Friday, July 28, 2017

The Last of Last Week in Sask.

So in addition to the Ag In Motion trade show and seeing AgroLiquid crops on the farm, there was also some contract research nearby to visit.  An important crop up in Saskatchewan, as well as in several states, is the oilseed crop canola.  It is mostly in early to full bloom now.  It really adds color to the countryside.  The canola looks good but can use some rain.
This researcher runs large-scale plots.  Each individual plot is 30 x 400 feet.  And there are four replications.  We are testing different treatments, rates, new products like Micro 600 and Primagro, plus foliars.  Looks good to me.

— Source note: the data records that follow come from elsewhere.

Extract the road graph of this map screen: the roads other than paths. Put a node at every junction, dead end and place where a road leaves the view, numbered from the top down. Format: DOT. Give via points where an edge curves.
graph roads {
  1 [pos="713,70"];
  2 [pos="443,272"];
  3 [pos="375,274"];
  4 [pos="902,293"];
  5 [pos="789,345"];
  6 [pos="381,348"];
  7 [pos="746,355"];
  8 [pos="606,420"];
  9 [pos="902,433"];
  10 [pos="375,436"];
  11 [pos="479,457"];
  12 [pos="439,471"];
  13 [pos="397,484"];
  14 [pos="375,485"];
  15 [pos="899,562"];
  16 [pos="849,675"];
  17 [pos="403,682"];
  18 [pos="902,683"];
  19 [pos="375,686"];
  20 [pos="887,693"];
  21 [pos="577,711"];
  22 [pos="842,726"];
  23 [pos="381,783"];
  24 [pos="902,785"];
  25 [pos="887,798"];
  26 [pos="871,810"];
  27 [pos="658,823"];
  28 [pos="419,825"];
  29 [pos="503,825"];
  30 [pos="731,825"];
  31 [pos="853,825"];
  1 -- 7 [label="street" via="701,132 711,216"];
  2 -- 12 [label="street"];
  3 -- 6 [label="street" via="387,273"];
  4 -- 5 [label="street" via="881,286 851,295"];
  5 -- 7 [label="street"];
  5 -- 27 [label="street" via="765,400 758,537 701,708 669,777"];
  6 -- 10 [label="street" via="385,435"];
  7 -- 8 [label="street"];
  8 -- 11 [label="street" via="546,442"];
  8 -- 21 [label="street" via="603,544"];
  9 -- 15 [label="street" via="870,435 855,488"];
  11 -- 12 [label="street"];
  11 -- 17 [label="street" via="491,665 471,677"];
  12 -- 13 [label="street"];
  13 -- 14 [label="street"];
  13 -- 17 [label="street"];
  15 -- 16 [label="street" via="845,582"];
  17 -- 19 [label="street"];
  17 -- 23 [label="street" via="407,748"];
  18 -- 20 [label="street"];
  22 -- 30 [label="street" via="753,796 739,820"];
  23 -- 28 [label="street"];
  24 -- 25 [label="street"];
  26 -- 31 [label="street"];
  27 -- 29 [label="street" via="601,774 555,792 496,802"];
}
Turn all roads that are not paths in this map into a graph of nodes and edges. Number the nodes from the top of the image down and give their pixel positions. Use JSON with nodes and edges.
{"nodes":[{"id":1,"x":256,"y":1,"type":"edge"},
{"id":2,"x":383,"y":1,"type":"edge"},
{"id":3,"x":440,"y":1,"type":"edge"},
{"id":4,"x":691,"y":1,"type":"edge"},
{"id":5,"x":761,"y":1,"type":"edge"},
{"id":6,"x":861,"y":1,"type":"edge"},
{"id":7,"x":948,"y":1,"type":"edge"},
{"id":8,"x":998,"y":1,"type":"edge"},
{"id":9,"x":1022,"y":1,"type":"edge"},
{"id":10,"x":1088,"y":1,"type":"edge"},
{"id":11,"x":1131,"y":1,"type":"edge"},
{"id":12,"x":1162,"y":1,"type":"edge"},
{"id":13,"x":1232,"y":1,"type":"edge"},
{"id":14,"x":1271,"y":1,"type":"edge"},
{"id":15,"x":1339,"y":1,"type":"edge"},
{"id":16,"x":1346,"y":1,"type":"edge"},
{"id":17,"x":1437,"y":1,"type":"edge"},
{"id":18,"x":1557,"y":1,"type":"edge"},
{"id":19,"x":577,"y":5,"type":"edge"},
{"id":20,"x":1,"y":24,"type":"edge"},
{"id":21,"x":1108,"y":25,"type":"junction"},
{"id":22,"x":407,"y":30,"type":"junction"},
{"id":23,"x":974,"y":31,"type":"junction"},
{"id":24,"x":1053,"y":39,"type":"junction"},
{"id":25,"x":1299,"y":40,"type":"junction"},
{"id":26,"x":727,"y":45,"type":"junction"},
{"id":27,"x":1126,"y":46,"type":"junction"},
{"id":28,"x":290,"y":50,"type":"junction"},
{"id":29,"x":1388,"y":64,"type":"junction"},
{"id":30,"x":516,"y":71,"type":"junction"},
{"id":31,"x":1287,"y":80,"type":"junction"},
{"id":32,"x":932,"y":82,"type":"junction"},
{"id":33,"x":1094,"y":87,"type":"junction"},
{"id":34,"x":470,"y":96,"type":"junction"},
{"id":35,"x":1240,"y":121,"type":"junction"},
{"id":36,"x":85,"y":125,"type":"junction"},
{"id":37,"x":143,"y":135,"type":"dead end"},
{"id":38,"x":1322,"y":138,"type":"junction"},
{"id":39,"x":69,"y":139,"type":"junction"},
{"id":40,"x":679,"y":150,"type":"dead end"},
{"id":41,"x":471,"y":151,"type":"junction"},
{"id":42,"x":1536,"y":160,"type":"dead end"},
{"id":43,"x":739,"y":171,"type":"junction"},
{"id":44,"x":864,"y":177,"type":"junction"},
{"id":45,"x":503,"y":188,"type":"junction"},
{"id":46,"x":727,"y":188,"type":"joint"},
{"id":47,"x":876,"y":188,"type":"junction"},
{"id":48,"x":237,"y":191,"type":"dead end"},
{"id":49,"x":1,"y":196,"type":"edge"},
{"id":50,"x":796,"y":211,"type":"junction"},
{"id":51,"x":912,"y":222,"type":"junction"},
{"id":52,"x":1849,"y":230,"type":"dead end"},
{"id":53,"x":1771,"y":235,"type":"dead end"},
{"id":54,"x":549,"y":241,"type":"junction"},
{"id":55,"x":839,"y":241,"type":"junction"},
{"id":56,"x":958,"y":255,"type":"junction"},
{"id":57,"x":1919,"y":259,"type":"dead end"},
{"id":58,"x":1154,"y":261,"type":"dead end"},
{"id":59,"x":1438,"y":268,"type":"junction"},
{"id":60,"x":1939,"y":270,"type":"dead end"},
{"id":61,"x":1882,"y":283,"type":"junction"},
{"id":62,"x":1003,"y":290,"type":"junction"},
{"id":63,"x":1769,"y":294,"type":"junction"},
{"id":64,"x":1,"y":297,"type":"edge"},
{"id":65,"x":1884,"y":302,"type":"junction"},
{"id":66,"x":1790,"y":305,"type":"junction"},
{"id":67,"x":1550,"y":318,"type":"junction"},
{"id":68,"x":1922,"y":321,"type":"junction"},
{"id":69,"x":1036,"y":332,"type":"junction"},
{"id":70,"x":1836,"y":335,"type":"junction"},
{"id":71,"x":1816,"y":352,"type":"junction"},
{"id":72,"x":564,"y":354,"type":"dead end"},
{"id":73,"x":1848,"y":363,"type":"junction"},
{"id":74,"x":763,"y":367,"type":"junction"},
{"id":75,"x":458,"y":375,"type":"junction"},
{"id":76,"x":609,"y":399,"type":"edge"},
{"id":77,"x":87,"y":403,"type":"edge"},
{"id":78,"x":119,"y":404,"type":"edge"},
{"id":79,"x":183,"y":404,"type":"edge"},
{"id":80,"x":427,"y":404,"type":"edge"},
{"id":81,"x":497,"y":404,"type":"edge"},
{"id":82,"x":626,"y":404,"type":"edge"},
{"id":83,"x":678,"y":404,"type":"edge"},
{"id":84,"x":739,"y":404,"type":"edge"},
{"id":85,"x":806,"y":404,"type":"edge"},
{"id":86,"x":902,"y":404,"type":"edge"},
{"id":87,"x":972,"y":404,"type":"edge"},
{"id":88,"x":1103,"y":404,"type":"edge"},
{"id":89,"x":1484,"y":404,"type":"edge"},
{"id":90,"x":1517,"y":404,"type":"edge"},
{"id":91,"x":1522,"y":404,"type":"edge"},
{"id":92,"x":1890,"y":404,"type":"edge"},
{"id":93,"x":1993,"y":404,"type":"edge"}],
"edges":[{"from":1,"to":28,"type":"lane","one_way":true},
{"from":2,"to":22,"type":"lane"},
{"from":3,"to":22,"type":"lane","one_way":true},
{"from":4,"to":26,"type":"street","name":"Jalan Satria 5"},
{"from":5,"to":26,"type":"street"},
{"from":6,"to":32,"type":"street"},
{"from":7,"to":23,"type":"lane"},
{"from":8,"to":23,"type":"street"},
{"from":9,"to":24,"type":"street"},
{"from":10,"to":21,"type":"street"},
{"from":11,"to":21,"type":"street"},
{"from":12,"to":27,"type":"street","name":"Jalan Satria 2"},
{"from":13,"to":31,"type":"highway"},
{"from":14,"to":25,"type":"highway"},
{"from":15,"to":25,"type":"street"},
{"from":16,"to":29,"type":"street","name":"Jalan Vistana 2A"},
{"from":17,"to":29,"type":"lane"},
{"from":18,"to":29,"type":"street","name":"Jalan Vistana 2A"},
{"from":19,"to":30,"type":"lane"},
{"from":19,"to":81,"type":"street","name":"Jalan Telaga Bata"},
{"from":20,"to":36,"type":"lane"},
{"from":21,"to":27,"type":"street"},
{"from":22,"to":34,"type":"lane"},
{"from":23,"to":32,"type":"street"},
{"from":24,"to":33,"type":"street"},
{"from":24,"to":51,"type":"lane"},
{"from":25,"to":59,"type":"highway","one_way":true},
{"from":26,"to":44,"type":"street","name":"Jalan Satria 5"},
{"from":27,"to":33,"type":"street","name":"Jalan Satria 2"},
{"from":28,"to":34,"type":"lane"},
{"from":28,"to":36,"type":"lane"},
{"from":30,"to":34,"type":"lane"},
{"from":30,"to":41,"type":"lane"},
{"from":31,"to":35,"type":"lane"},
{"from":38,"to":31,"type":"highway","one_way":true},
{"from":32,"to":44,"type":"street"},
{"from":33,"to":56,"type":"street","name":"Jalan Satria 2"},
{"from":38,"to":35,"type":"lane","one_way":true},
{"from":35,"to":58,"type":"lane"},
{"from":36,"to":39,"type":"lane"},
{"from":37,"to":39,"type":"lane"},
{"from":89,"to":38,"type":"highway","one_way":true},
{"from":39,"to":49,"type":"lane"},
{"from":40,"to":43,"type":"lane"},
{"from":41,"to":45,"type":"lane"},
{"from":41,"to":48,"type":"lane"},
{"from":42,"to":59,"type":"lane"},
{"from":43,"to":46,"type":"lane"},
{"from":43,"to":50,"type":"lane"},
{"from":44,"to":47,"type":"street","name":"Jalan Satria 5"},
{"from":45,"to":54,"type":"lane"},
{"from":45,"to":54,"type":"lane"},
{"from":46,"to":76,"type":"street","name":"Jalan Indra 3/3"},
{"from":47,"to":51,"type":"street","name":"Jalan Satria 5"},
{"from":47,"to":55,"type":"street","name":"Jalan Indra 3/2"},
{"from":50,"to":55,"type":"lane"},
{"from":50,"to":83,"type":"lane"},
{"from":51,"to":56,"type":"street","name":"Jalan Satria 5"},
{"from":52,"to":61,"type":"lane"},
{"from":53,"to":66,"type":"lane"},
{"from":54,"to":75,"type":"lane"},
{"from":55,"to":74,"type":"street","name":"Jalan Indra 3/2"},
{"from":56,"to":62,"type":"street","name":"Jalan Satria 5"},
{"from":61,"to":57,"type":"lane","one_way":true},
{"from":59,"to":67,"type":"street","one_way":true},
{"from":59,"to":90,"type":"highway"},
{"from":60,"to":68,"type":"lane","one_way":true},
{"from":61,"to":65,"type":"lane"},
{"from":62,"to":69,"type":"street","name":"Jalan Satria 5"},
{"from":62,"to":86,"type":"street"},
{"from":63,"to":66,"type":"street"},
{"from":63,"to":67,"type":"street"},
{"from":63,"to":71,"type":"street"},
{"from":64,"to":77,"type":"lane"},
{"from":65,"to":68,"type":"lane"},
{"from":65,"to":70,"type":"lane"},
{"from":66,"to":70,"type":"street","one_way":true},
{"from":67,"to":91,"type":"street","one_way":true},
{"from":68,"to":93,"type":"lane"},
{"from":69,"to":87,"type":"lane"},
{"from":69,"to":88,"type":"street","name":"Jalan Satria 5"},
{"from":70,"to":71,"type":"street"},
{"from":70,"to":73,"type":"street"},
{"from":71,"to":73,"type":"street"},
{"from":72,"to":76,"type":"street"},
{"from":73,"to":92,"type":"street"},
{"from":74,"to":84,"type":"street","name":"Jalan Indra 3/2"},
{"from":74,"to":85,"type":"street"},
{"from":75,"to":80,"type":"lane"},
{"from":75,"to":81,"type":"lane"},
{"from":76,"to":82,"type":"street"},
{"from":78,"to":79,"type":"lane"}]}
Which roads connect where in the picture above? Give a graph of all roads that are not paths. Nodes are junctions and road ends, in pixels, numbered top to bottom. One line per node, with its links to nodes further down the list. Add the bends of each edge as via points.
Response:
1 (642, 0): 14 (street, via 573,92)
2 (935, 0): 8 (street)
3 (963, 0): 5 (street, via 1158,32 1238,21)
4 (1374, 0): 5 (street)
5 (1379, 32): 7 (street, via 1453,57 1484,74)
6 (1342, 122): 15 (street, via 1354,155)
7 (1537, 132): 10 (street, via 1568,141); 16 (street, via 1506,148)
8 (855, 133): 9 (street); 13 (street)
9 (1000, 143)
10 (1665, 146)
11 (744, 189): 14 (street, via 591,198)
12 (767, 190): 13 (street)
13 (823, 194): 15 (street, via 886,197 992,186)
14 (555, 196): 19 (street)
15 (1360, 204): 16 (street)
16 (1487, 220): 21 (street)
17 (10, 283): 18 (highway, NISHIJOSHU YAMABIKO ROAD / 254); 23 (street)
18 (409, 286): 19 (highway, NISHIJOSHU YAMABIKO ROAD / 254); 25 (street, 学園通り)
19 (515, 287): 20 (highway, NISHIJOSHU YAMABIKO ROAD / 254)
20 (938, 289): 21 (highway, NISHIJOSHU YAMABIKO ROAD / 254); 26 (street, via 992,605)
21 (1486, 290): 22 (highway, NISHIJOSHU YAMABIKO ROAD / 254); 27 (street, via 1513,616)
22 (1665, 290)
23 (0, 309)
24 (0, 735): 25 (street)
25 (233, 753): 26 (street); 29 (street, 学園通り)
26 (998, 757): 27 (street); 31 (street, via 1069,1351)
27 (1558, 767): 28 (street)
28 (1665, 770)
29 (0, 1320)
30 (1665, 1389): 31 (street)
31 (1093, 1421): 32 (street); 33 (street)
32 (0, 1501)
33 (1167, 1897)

These plots were planted with this customized Seed Master drill, seen here parked at the Ag In Motion show.  It is also used to plant most of the demonstration plots at the show.
Here is a close-up of the canola at about 30% flower.  The flowers will make cylindrical pods filled with tiny canola seeds.  We grew canola at the NCRS many years ago.  It is a challenge to harvest. Well, harvest it right that is.  It's tough to shatter the small pods and keep the fans just right to blow out the trash and not the seeds.  May have to try canola again some day.  Maybe.  
Here we see researcher Dean and Retail Partner Kellen checking some canola roots.  Not just for growth but also for root maggots.  Yuck.  That is a problem in some areas this year, as we saw elsewhere.  But these are nice and maggot-free.
So that was a fun time.  I like seeing well-run research plots.  Drought and maggots please stay clear.